Eventos Anais de eventos
COBEM 2023
27th International Congress of Mechanical Engineering
MEASUREMENT METHODOLOGIES FOR INVESTIGATING THE THERMAL BEHAVIOR OF A FERROUS MATRIX COMPOSITE REINFORCED BY CARBIDE OR NIOBIUM NITRIDE
Submission Author:
Júlia Comunello , SC , Brazil
Co-Authors:
Júlia Comunello, Isadora Schramm Deschamps, Isadora Hasselmann Machado, Aloisio Nelmo Klein
Presenter: Isadora Hasselmann Machado
doi://10.26678/ABCM.COBEM2023.COB2023-2238
Abstract
This study investigates the coarsening behavior of niobium carbide (NbC) and nitride (NbN) reinforcements in an iron matrix composite.

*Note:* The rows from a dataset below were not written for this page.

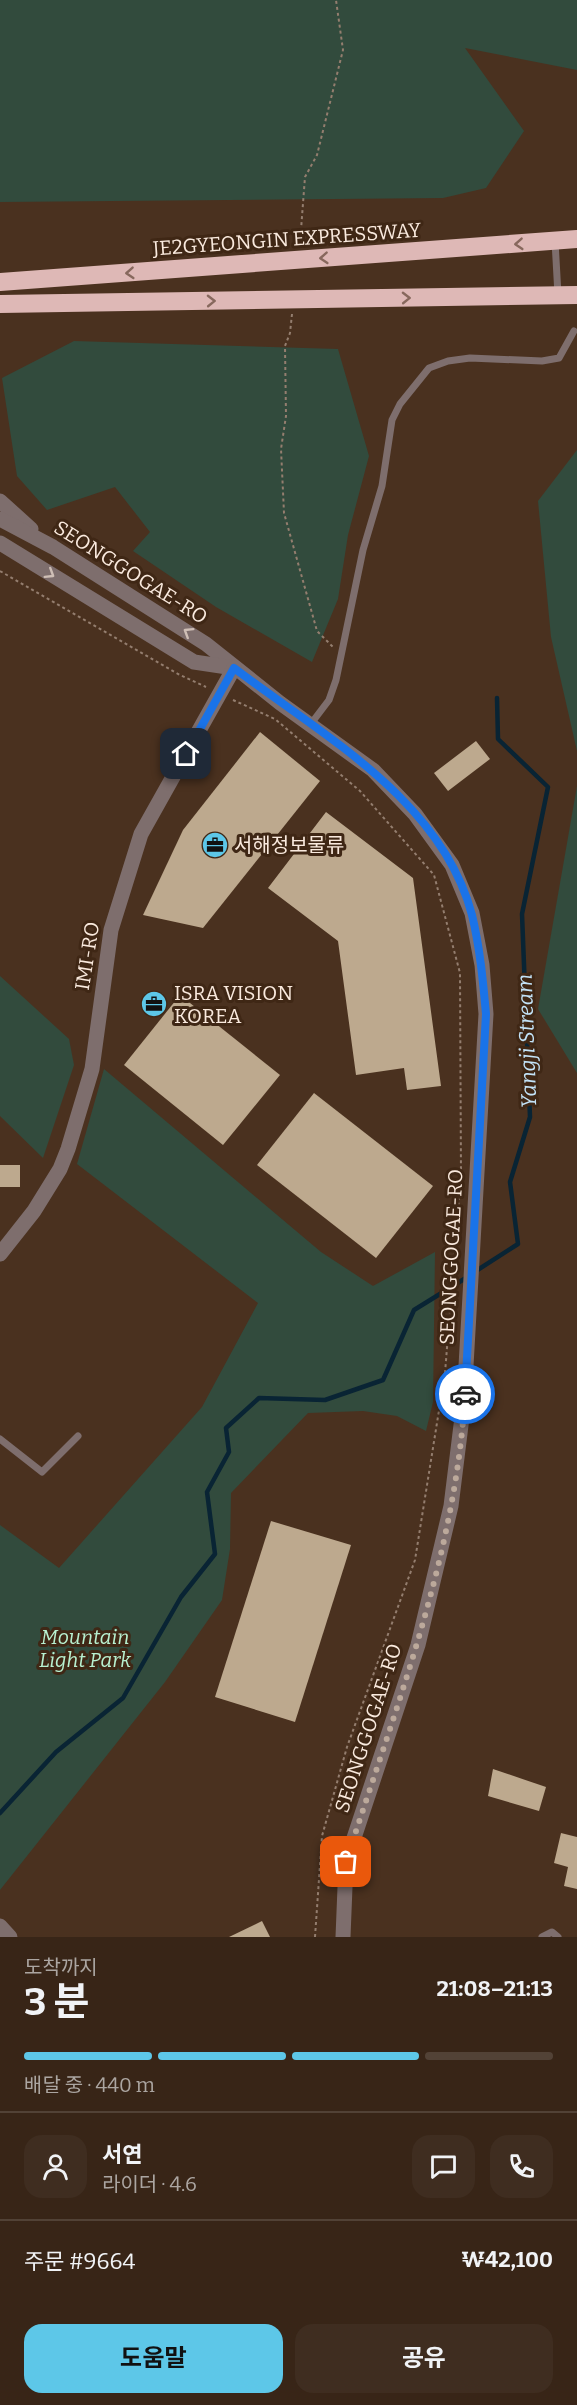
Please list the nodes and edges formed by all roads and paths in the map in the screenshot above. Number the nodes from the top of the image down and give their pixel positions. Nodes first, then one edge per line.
1 (336, 0) edge
2 (577, 239) edge
3 (555, 241) junction
4 (299, 253) dead end
5 (0, 282) edge
6 (558, 295) junction
7 (577, 295) edge
8 (0, 304) edge
9 (293, 309) dead end
10 (574, 331) dead end
11 (0, 501) edge
12 (0, 519) edge
13 (0, 543) edge
14 (52, 547) junction
15 (0, 571) edge
16 (340, 656) junction
17 (234, 668) junction
18 (220, 693) junction
19 (310, 725) junction
20 (0, 1254) edge
21 (78, 1436) dead end
22 (0, 1439) edge
23 (0, 1926) edge
24 (10, 1937) edge
25 (315, 1937) edge
26 (344, 1937) edge
27 (542, 1937) edge
28 (558, 1937) edge

1 - 4 path
2 - 3 highway, JE2GYEONGIN EXPRESSWAY
3 -> 5 highway, JE2GYEONGIN EXPRESSWAY
3 - 6 lane
6 - 7 highway
8 -> 6 highway
9 - 16 path
10 - 16 lane
11 - 14 street
12 - 14 street, SEONGGOGAE-RO
13 -> 17 street, SEONGGOGAE-RO
17 -> 14 street, SEONGGOGAE-RO
15 - 18 path
16 - 19 lane
17 - 18 street, IMI-RO
17 - 19 street, SEONGGOGAE-RO
18 - 20 street, IMI-RO
18 - 25 path
19 - 26 street, SEONGGOGAE-RO
21 - 22 lane
23 - 24 street
27 - 28 lane

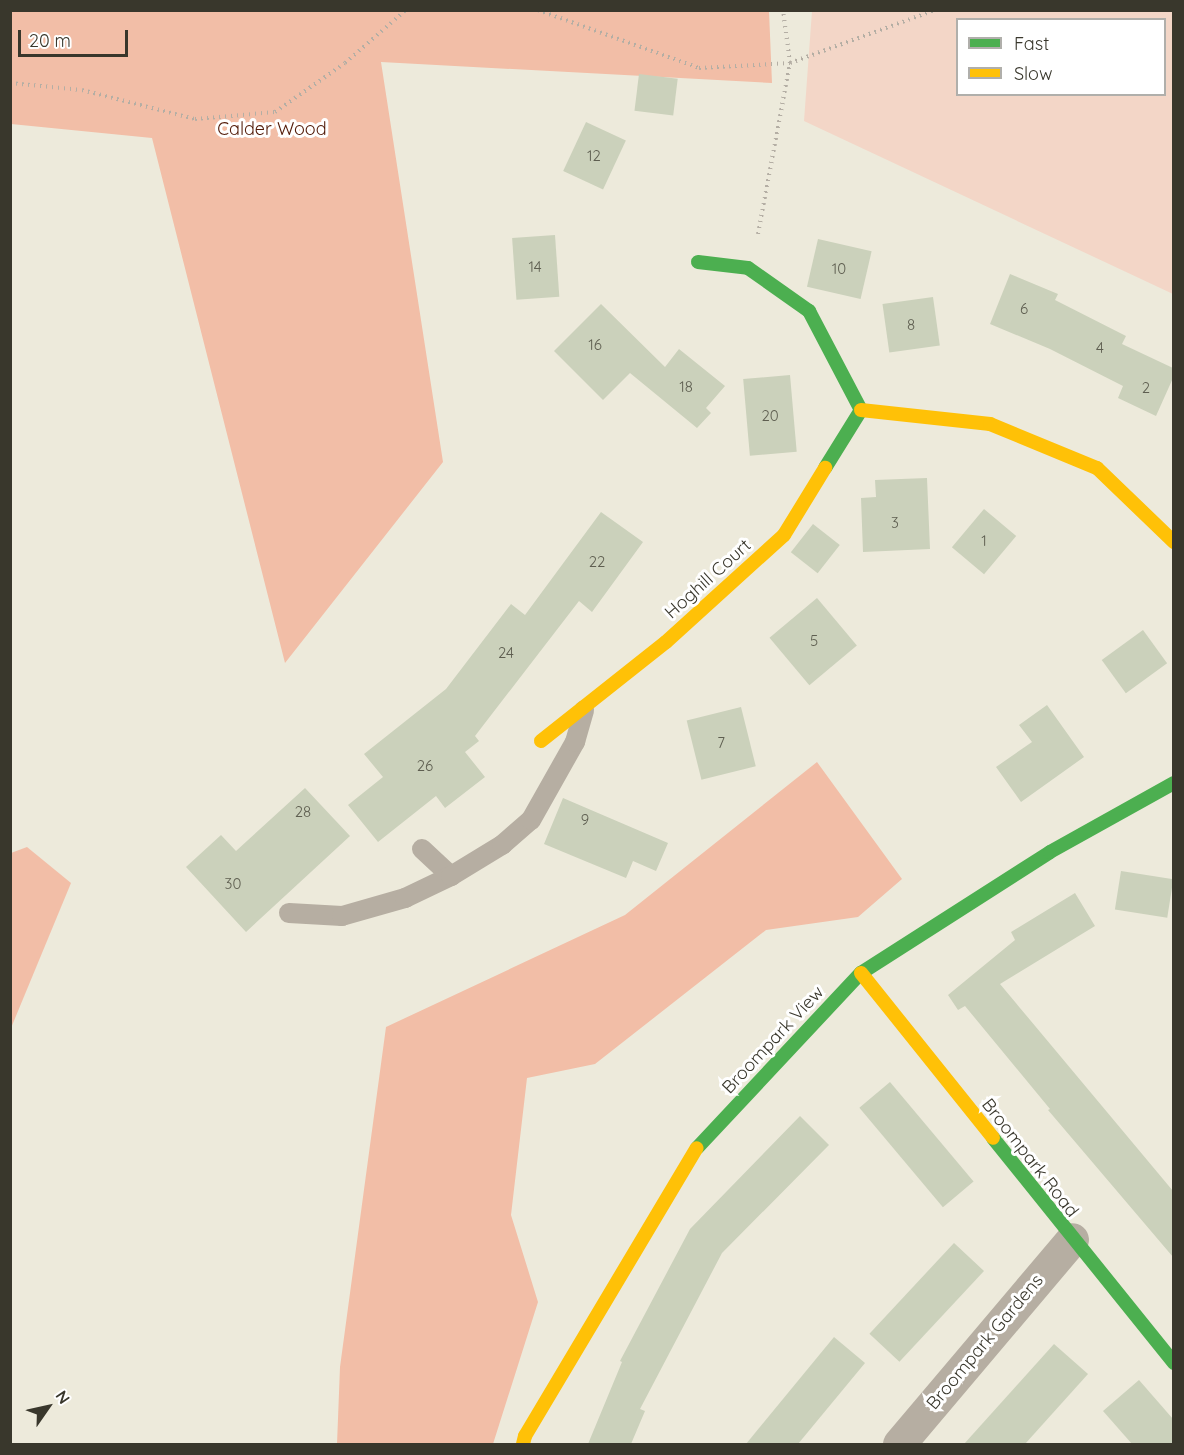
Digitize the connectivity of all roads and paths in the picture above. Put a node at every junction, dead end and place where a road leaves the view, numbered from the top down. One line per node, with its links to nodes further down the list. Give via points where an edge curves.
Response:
1 (406, 10): 6 (path, via 345,63 275,112 195,119 82,90)
2 (538, 10): 5 (path, via 699,68)
3 (783, 10): 5 (path)
4 (935, 10): 5 (path)
5 (790, 63): 8 (path, via 761,223)
6 (10, 82)
7 (698, 262): 8 (street)
8 (748, 268): 9 (street, via 809,311)
9 (861, 410): 10 (street, via 990,423 1097,468); 11 (street, Hoghill Court, via 784,535 666,642)
10 (1173, 542)
11 (585, 707): 12 (street, Hoghill Court); 15 (lane, via 575,742 531,819 502,844)
12 (541, 741)
13 (1173, 783): 17 (street, Broompark View, via 1050,852)
14 (422, 849): 15 (lane)
15 (451, 876): 16 (lane, via 405,898 342,916)
16 (289, 913)
17 (861, 973): 18 (street, Broompark Road); 20 (street, Broompark View, via 702,1140)
18 (1072, 1239): 19 (street, Broompark Road); 21 (street, Broompark Gardens)
19 (1173, 1363)
20 (523, 1444)
21 (899, 1444)

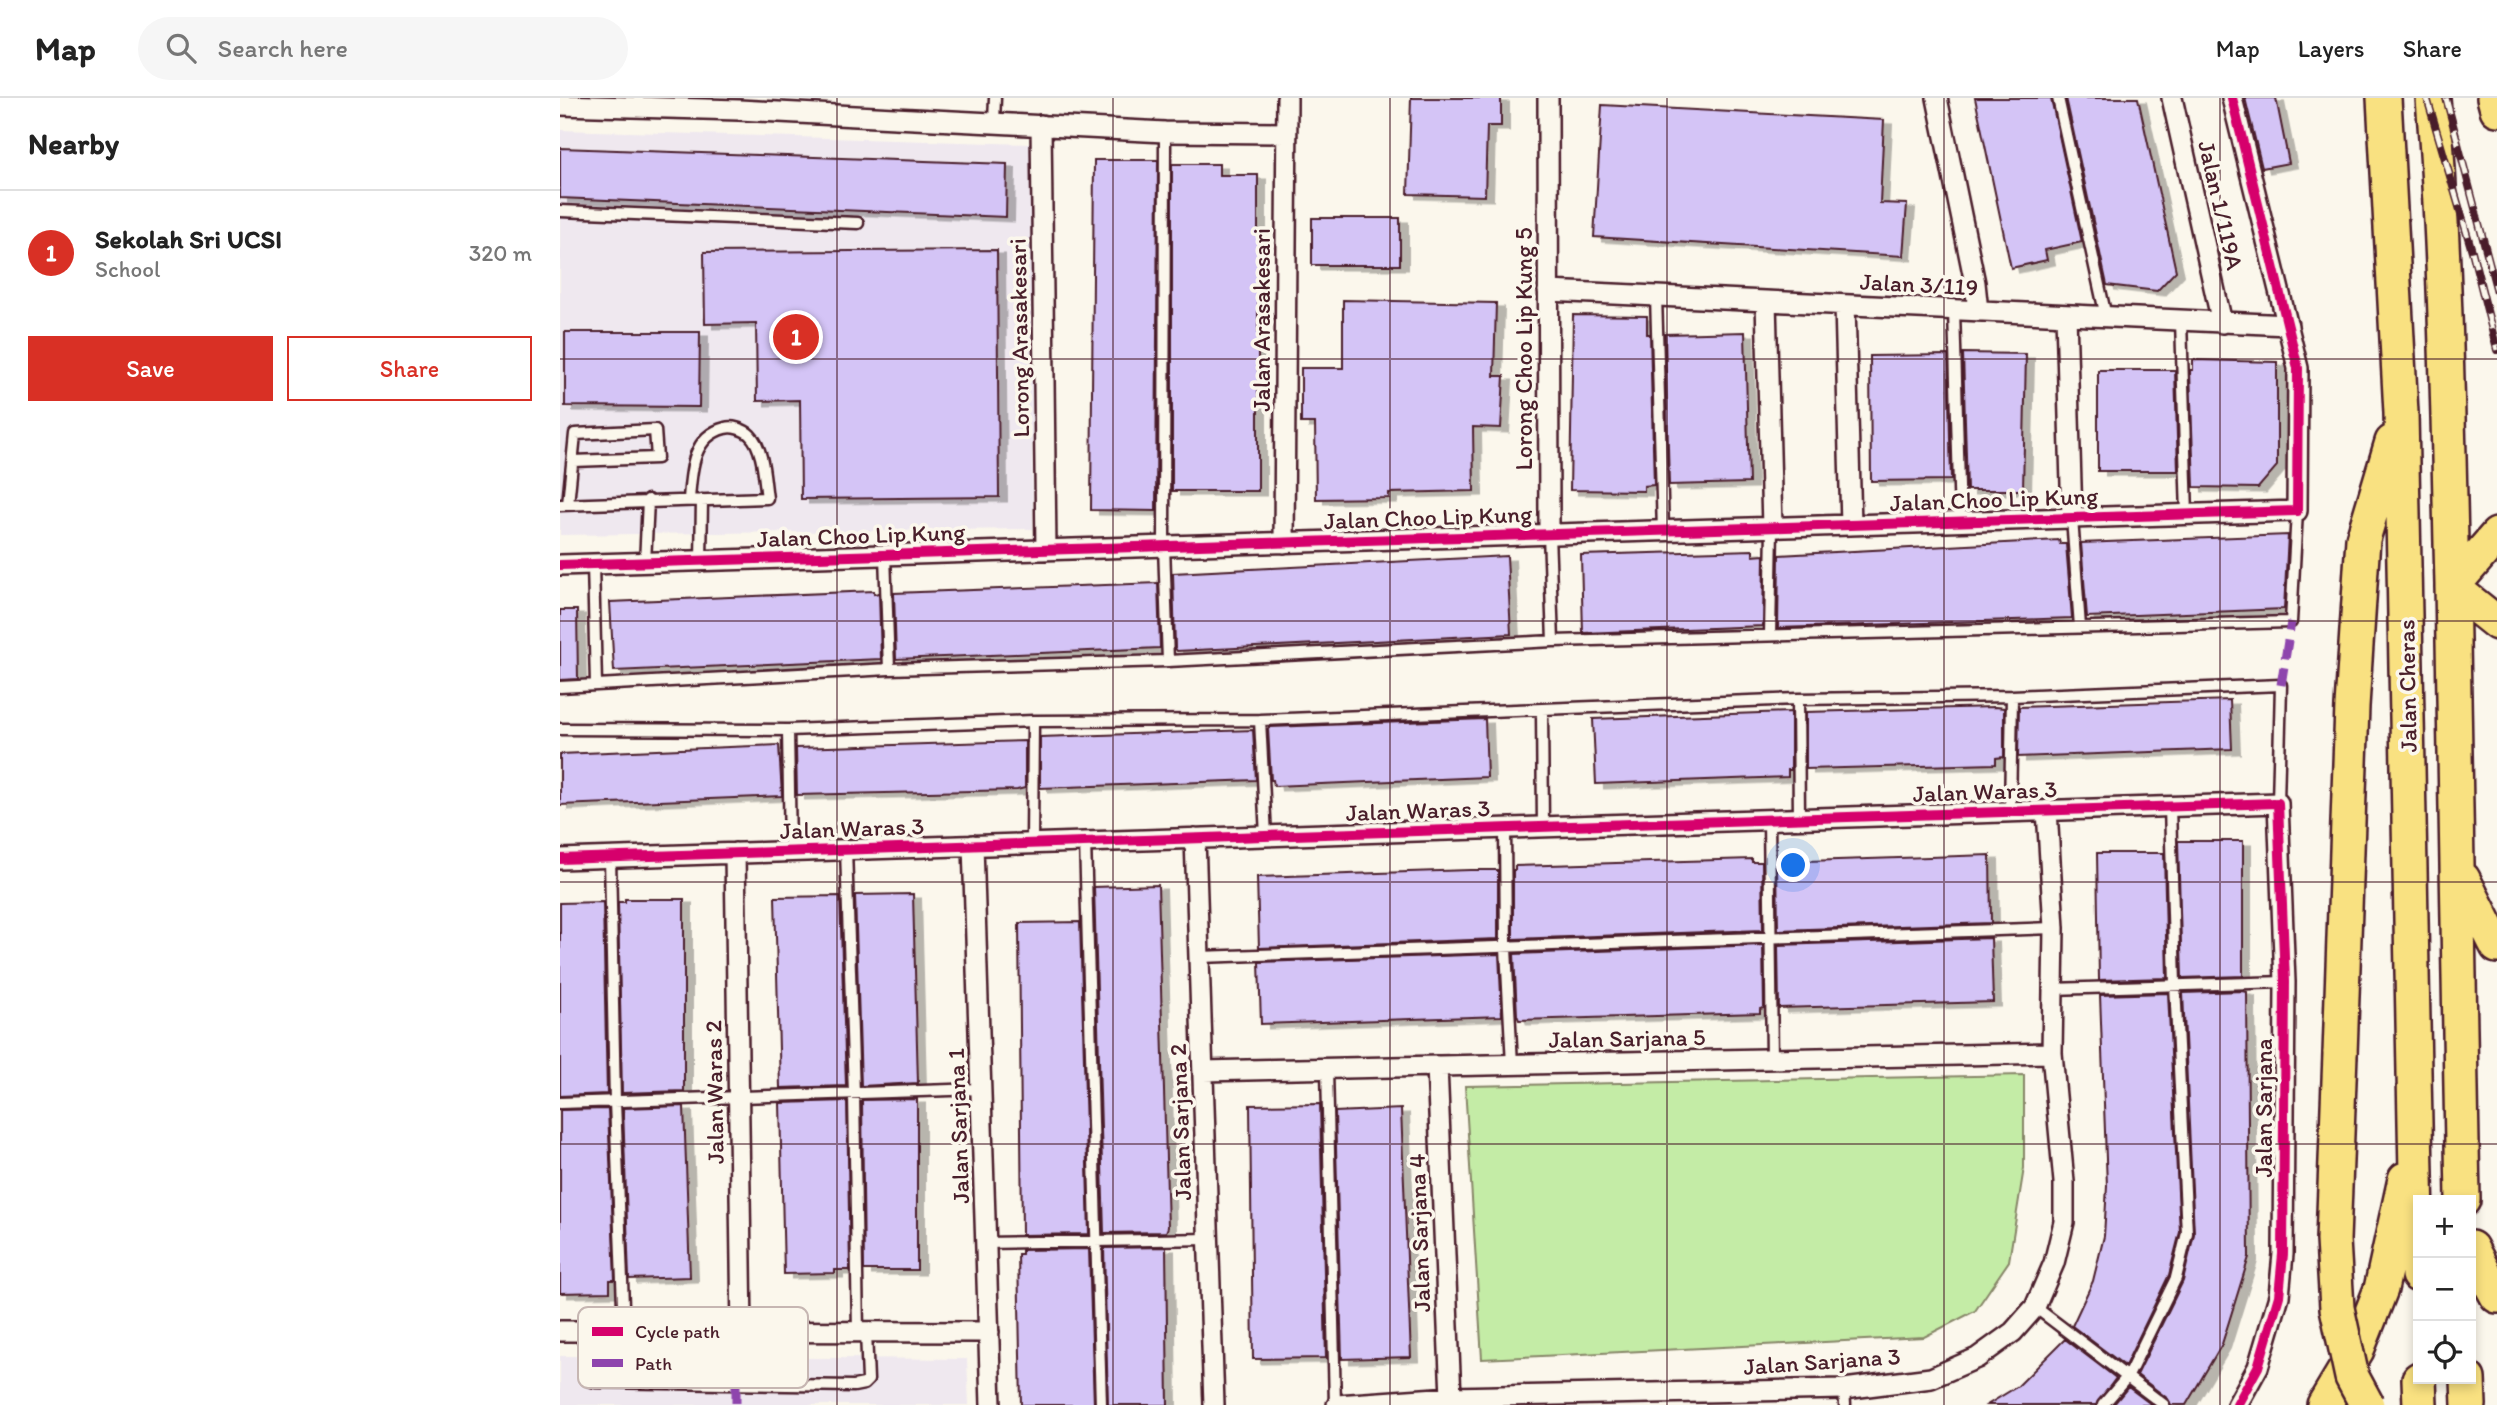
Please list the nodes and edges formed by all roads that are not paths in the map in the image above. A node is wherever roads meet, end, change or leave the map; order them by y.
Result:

The production process is based on research carried out at the Materials Laboratory (Labmat) at UFSC and aimed at developing a cost-effective composite material that displays promising mechanical properties, owing to its submicrometric reinforcements. Thanks to the low solubility of niobium carbides in iron, such fine microstructure is expected to be retained even at higher temperatures. The aim of this study is to evaluate the coarsening sensitivity of such composite regarding different thermal cycles, in order to understand the extent to which operations, such as forging, hot pressing, cladding, welding, and cutting, could be made without compromising the composite’s microstructure. Three heat treatment conditions were defined based on thermodynamic simulations using the Thermo-Calc® software: 1150°C for 10 hours 1500°C, for 1 hour; and 1150°C for 5 hours. Reinforcement analysis of the ferrous matrix was performed using image analysis and acid digestion followed by ZetaSizer® analysis. Coarsening was also simulated using PRISMA®. Mean reinforcement did not exceed 4 μm in any of the composites nor experimental measurements, which is lower than the 10 μm predicted by the simulations in the highest temperature condition. Moreover, the characterization methods and their overall reliability were thoroughly discussed considering the particularities of each technique.
Keywords
MMC, Coalescence, in situ, Carbide, Nitride, niobium, powder metallurgy, Image and Experimental Analysis, Acid dissolution, thermodynamic properties.